2. For the purposes of this second question, let us assume that the marking of tabs by ghostly, semi-visible <-----> symbols is put into the editor. Then I ask, why is it good to copy the <----->s into another file with a mouse-copy? The tabs of course ought to be copied. Naturally. But why should the <-----> which is an invisible part of the original file and a ghostly indication of tabs in the file opened by the editor, get copied as a literal and visible <------> which now uses characters that show up on the screen? I mean, in the original .c file used in the example I sent in previous e-mail, there are tabs. There are no <------>s appearing in the file if one views it, opens it with some other editor, or prints a hard copy on paper.

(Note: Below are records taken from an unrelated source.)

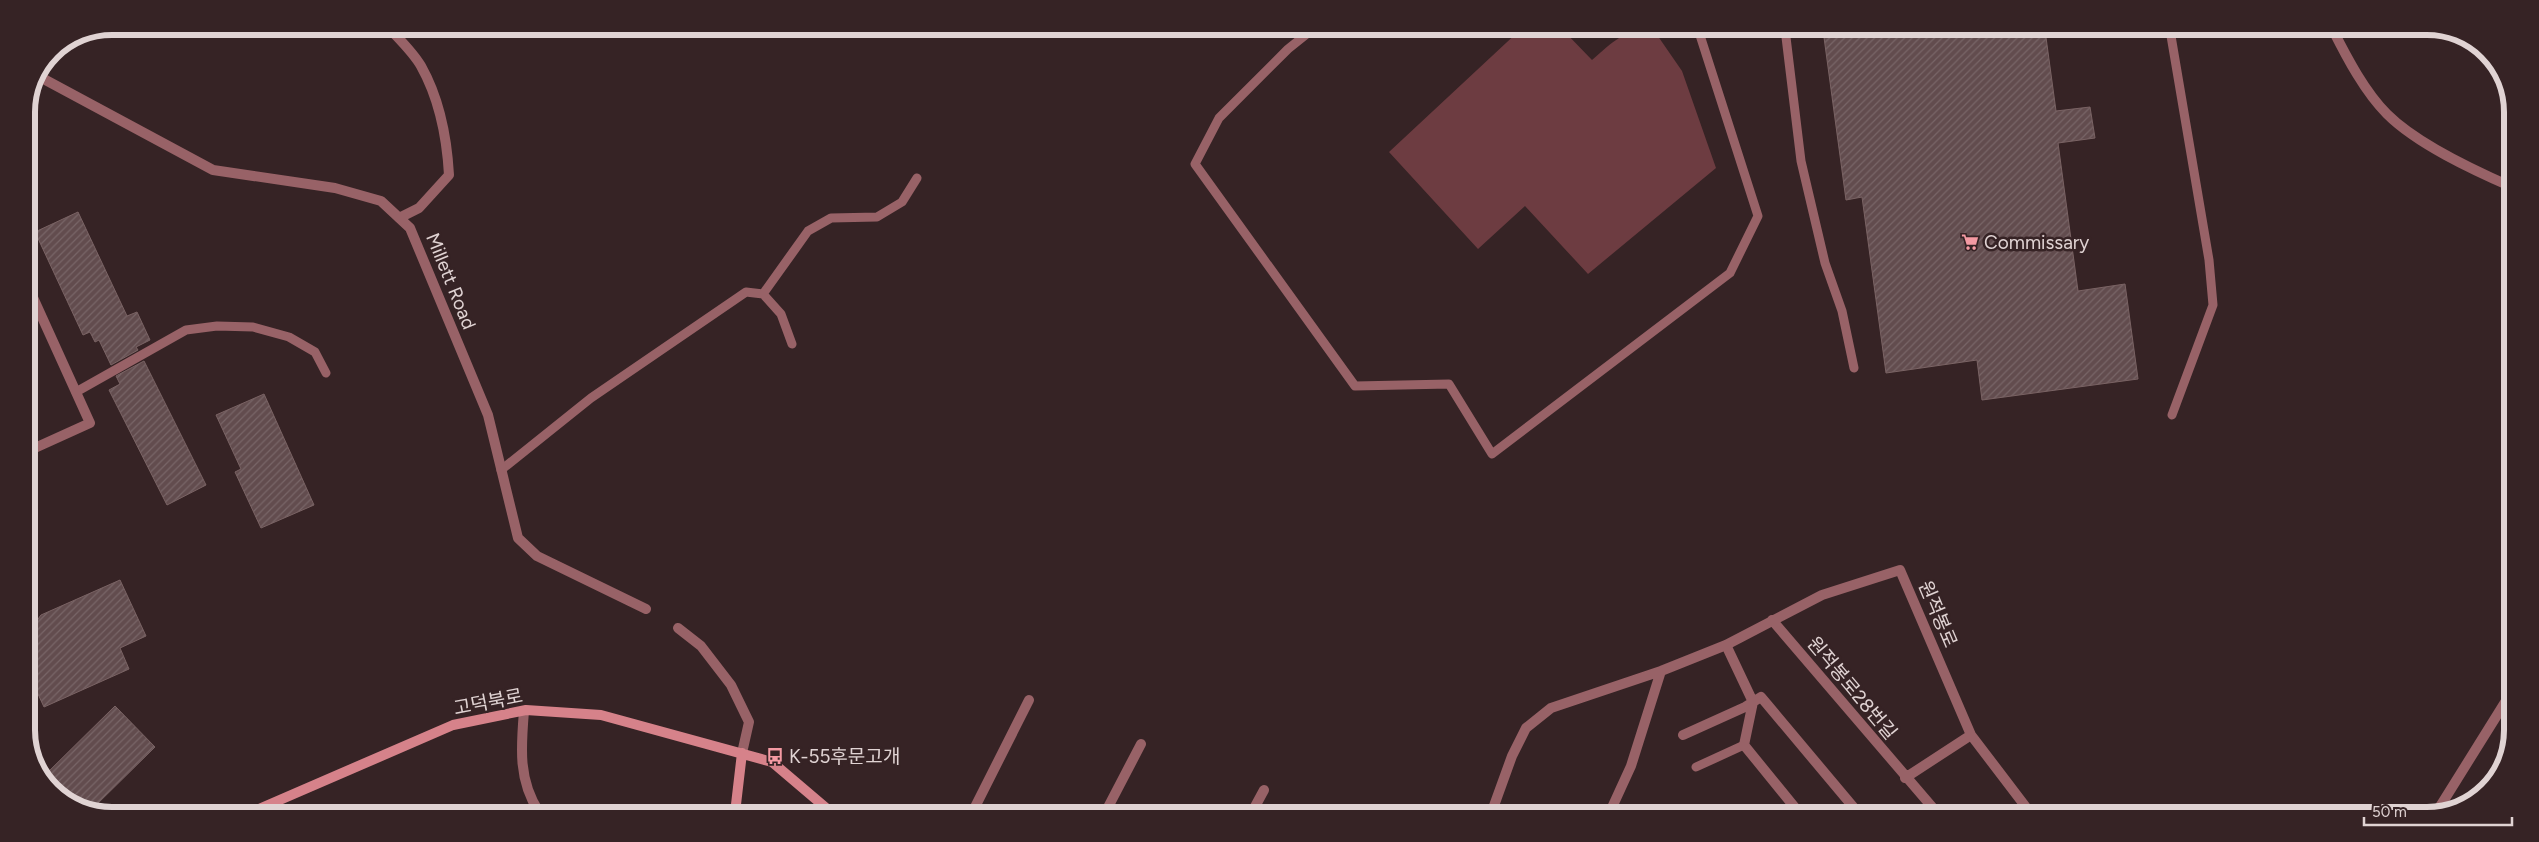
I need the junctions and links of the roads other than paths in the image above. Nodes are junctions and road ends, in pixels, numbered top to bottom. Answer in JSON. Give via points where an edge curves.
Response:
{"nodes":[{"id":1,"x":395,"y":35,"type":"edge"},
{"id":2,"x":1305,"y":35,"type":"edge"},
{"id":3,"x":1700,"y":35,"type":"edge"},
{"id":4,"x":1786,"y":35,"type":"edge"},
{"id":5,"x":2171,"y":35,"type":"edge"},
{"id":6,"x":2336,"y":35,"type":"edge"},
{"id":7,"x":43,"y":79,"type":"edge"},
{"id":8,"x":917,"y":178,"type":"dead end"},
{"id":9,"x":2504,"y":184,"type":"edge"},
{"id":10,"x":399,"y":218,"type":"junction"},
{"id":11,"x":763,"y":294,"type":"junction"},
{"id":12,"x":35,"y":302,"type":"edge"},
{"id":13,"x":792,"y":344,"type":"dead end"},
{"id":14,"x":1854,"y":368,"type":"dead end"},
{"id":15,"x":326,"y":373,"type":"dead end"},
{"id":16,"x":76,"y":392,"type":"junction"},
{"id":17,"x":2172,"y":415,"type":"dead end"},
{"id":18,"x":35,"y":448,"type":"edge"},
{"id":19,"x":501,"y":470,"type":"junction"},
{"id":20,"x":646,"y":609,"type":"dead end"},
{"id":21,"x":1772,"y":620,"type":"junction"},
{"id":22,"x":678,"y":628,"type":"dead end"},
{"id":23,"x":1726,"y":645,"type":"junction"},
{"id":24,"x":1661,"y":671,"type":"junction"},
{"id":25,"x":1029,"y":700,"type":"dead end"},
{"id":26,"x":1752,"y":702,"type":"junction"},
{"id":27,"x":2504,"y":704,"type":"edge"},
{"id":28,"x":524,"y":710,"type":"junction"},
{"id":29,"x":1683,"y":735,"type":"dead end"},
{"id":30,"x":1971,"y":735,"type":"junction"},
{"id":31,"x":1141,"y":744,"type":"dead end"},
{"id":32,"x":1744,"y":745,"type":"junction"},
{"id":33,"x":742,"y":753,"type":"junction"},
{"id":34,"x":1696,"y":767,"type":"dead end"},
{"id":35,"x":1905,"y":778,"type":"junction"},
{"id":36,"x":1264,"y":790,"type":"dead end"},
{"id":37,"x":2441,"y":805,"type":"edge"},
{"id":38,"x":264,"y":807,"type":"edge"},
{"id":39,"x":536,"y":807,"type":"edge"},
{"id":40,"x":737,"y":807,"type":"edge"},
{"id":41,"x":825,"y":807,"type":"edge"},
{"id":42,"x":975,"y":807,"type":"edge"},
{"id":43,"x":1108,"y":807,"type":"edge"},
{"id":44,"x":1255,"y":807,"type":"edge"},
{"id":45,"x":1494,"y":807,"type":"edge"},
{"id":46,"x":1612,"y":807,"type":"edge"},
{"id":47,"x":1795,"y":807,"type":"edge"},
{"id":48,"x":1853,"y":807,"type":"edge"},
{"id":49,"x":1932,"y":807,"type":"edge"},
{"id":50,"x":2026,"y":807,"type":"edge"}],
"edges":[{"from":1,"to":10,"type":"street","via":[[421,66],[434,97],[447,143],[449,175],[419,208]]},
{"from":2,"to":3,"type":"lane","via":[[1219,118],[1195,164],[1354,386],[1449,384],[1492,454],[1730,273],[1758,216]]},
{"from":4,"to":14,"type":"lane","via":[[1801,161],[1826,263],[1842,311]]},
{"from":5,"to":17,"type":"lane","via":[[2209,260],[2213,305]]},
{"from":6,"to":9,"type":"street","via":[[2349,62],[2387,114],[2423,141]]},
{"from":7,"to":10,"type":"street","name":"Millett Road","via":[[213,170],[335,188],[381,201]]},
{"from":8,"to":11,"type":"lane","via":[[902,202],[877,217],[831,218],[808,231]]},
{"from":10,"to":19,"type":"street","name":"Millett Road","via":[[410,228],[488,416]]},
{"from":11,"to":13,"type":"lane","via":[[781,314]]},
{"from":11,"to":19,"type":"lane","via":[[746,292],[592,398]]},
{"from":12,"to":16,"type":"street"},
{"from":15,"to":16,"type":"lane","via":[[315,352],[289,336],[253,327],[217,326],[186,330]]},
{"from":16,"to":18,"type":"street","via":[[90,423]]},
{"from":19,"to":20,"type":"street","name":"Millett Road","via":[[518,538],[537,556]]},
{"from":21,"to":23,"type":"street","name":"원적봉로"},
{"from":21,"to":30,"type":"street","name":"원적봉로","via":[[1822,595],[1900,570]]},
{"from":21,"to":35,"type":"street","name":"원적봉로28번길"},
{"from":22,"to":33,"type":"street","via":[[701,646],[731,685],[749,722]]},
{"from":23,"to":24,"type":"street","name":"원적봉로"},
{"from":23,"to":26,"type":"street"},
{"from":24,"to":45,"type":"street","name":"원적봉로","via":[[1551,708],[1526,728]]},
{"from":24,"to":46,"type":"street","via":[[1631,766]]},
{"from":25,"to":42,"type":"street"},
{"from":26,"to":29,"type":"street"},
{"from":26,"to":32,"type":"street"},
{"from":26,"to":48,"type":"street","via":[[1761,697]]},
{"from":27,"to":37,"type":"street"},
{"from":28,"to":33,"type":"street","name":"고덕북로","via":[[602,715]]},
{"from":28,"to":38,"type":"street","name":"고덕북로","via":[[453,725]]},
{"from":28,"to":39,"type":"street","via":[[520,753],[529,797]]},
{"from":30,"to":35,"type":"street"},
{"from":30,"to":50,"type":"street","name":"원적봉로"},
{"from":31,"to":43,"type":"street"},
{"from":32,"to":34,"type":"lane"},
{"from":32,"to":47,"type":"street"},
{"from":33,"to":40,"type":"street"},
{"from":33,"to":41,"type":"street","name":"고덕북로","via":[[772,762]]},
{"from":35,"to":49,"type":"street","name":"원적봉로28번길"},
{"from":36,"to":44,"type":"street"}]}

But if one mouse-copies from the file then why do the otherwise invisible tabs have to get mapped to real < and - and
characters? Assuming that this result is anticipated and intended, then
what is the reasoning which leads to doing this? Or is it the case that it would perhaps be better to copy the tabs (invisibly, as creating the appropriate whitespace) and not literally to copy the "ghost characters" which stand for tabs, and thereby make those "ghost characters" to come to life and haunt us? I did not say in my previous e-mail that this is exactly a bug. It may not be a bug, but a feature. But I am out here in userland. So why is it a feature and not a bug? Why and how does this make the internal editor more user-friendly and helpful? Who would really want to create a bunch of <-----> symbols in the copy output, and under what circumstances? I cannot visualize anyone actually wanting to do that, except for purposes of a demonstration. Am I wrong? Help me understand.

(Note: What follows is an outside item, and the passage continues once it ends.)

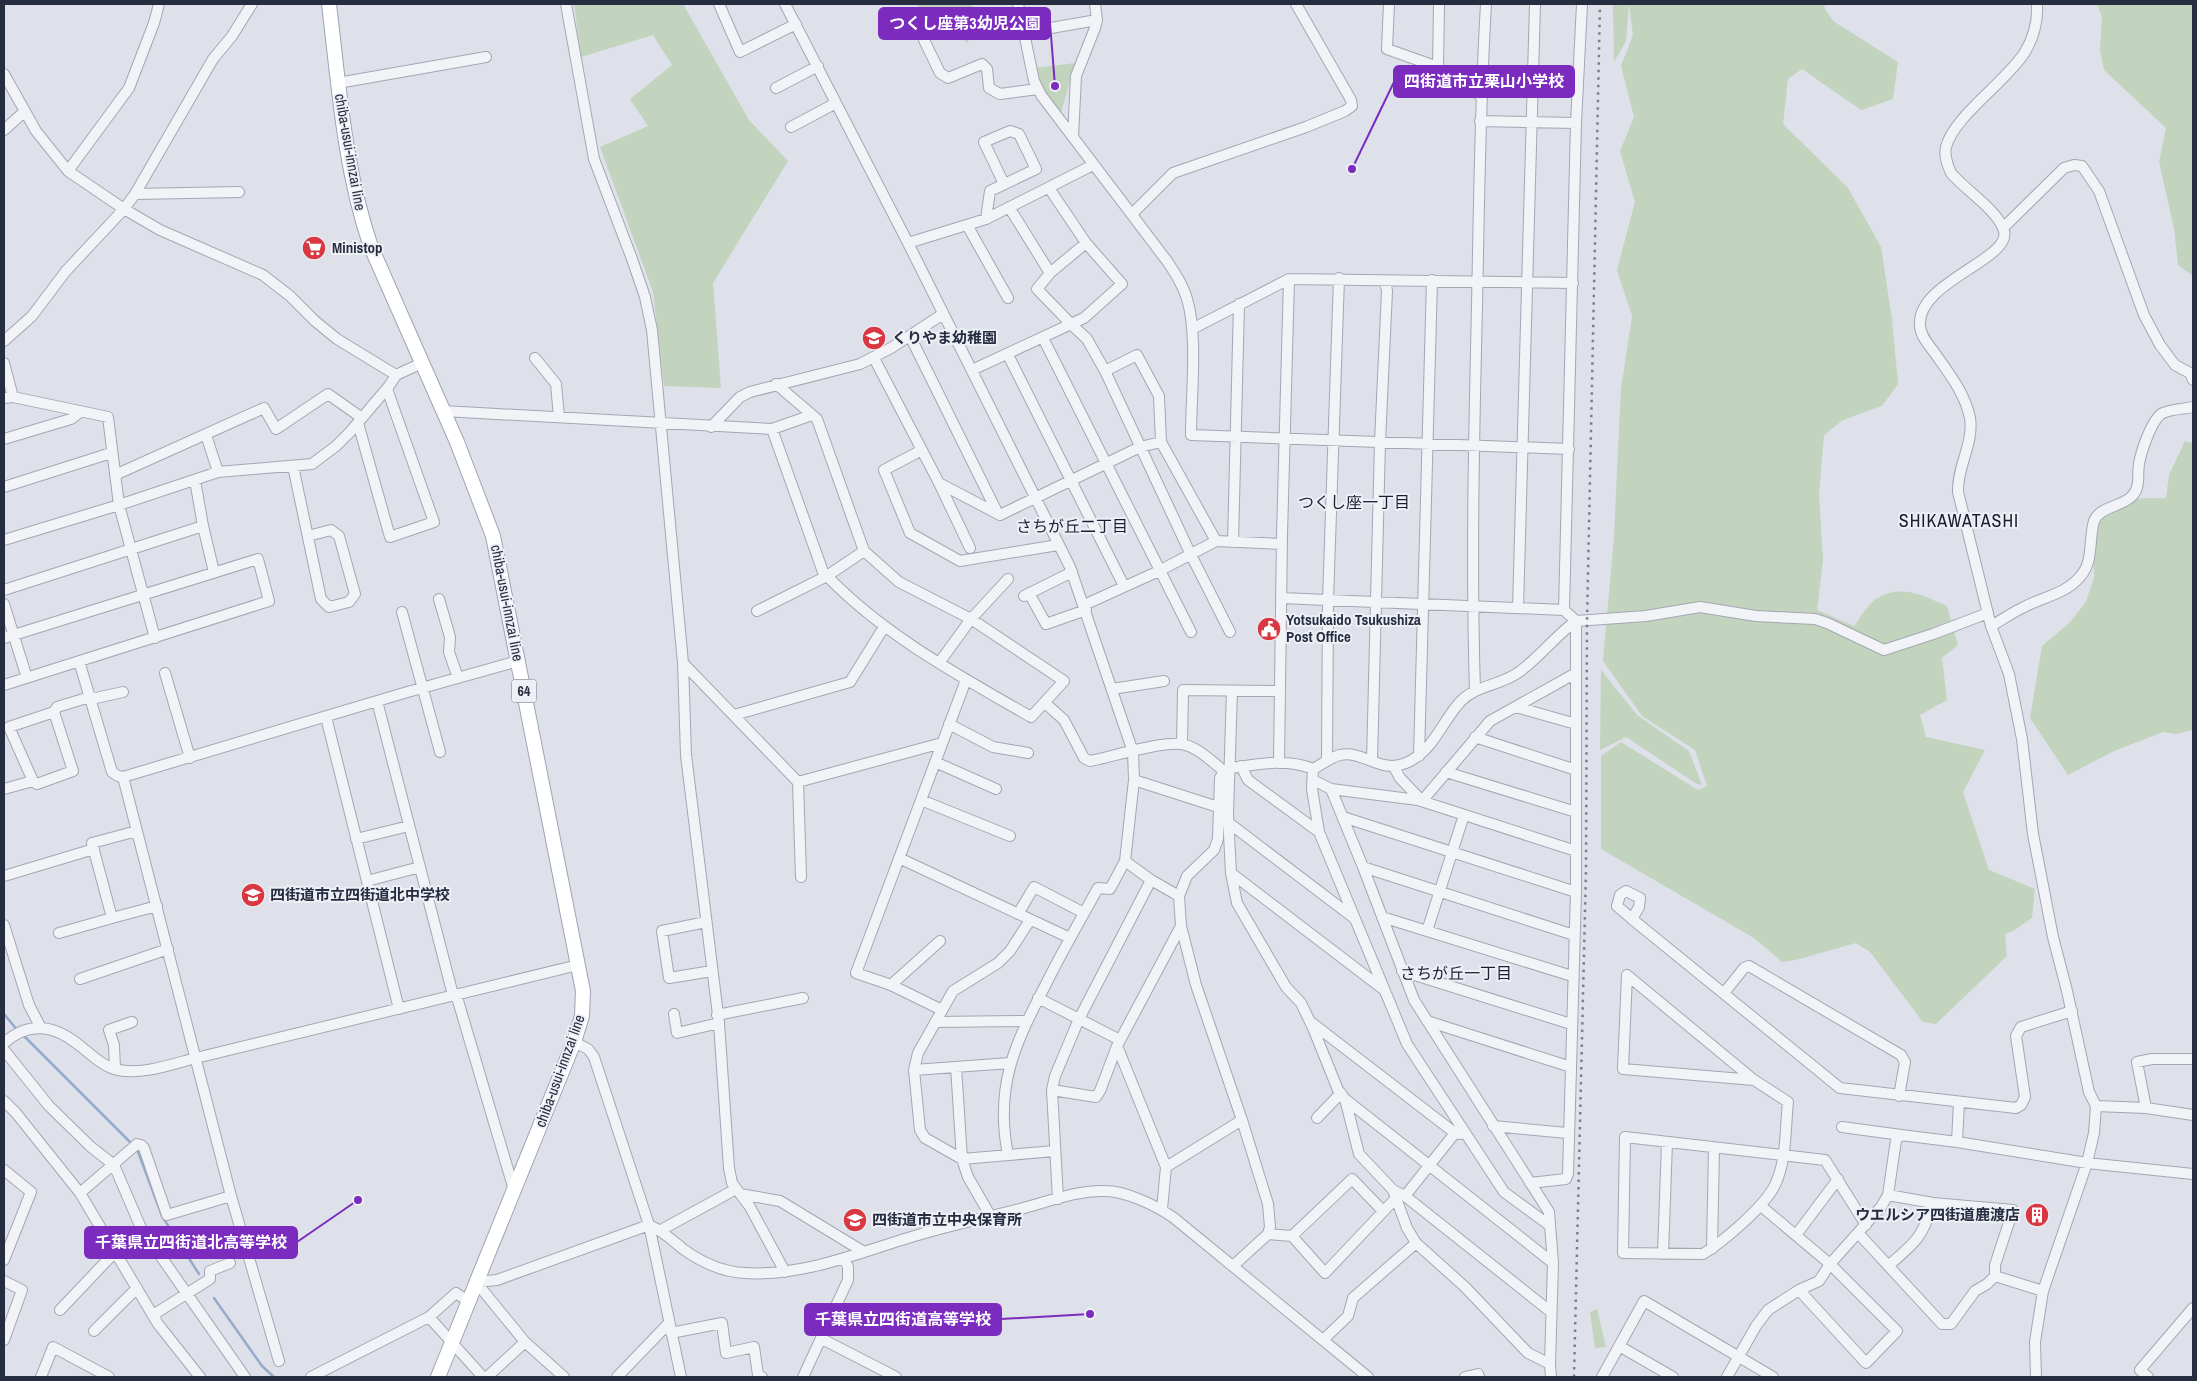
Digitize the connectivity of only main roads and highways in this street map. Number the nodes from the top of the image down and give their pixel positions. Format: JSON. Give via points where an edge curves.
{"nodes":[{"id":1,"x":329,"y":4,"type":"edge"},
{"id":2,"x":438,"y":1377,"type":"edge"}],
"edges":[{"from":1,"to":2,"type":"main road","name":"chiba-usui-innzai line","number":"64","via":[[351,173],[361,217],[493,536],[584,1004],[574,1042]]}]}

3. If you want to introduce new phenomena in the software, then it is good if these things are documented somewhere. As I have indicated above, I just now looked for the documentation of these features in what seemed to me to be the logical places and I could not find anything. Let me add that MC has got more features already built in than people know how to use. I could give several more examples of this but a long letter would get even longer. One of the reasons why the documentation needs to be dealt with, which you might not think I am thinking of, is that if people do not know features X, Y, and Z are already implemented here, then those people may go off and waste a lot of effort in writing new software to re-invent the wheel and introduce features X, Y, and Z "for the first time" because, allegedly, nobody ever thought of X, Y, or Z before. What a waste if that happens.

To close, I hope that these comments are taken in the way that I meant them, in a constructive spirit. I hope that no one who reads this can find in it any negative undertones. For, I meant none. I am also aware of the fact that to keep up with a project's code and functions with the documentation is very difficult. Moreover, to provide documentation which is complete can often interfere with readability and usability by those who do not already know the answers, as witness the question about the bindings file from yesterday, which question _is_ answered in the documentation. I do think that good, complete, and truly helpful documentation is one of the greatest challenges in software development. As far as I can tell, there are no good models to emulate. Thys, I am not comparing our documentation to that produced by others. In particular, let me mention that a certain Big Software Company is often praised to the skies for its documentation, which I have found to be practically useless any time I actually tried to use it. Again, comparisons with others are no measure of what ought to be done nor of what standards ought to apply. The only valid comparison is between what is and what ought to be.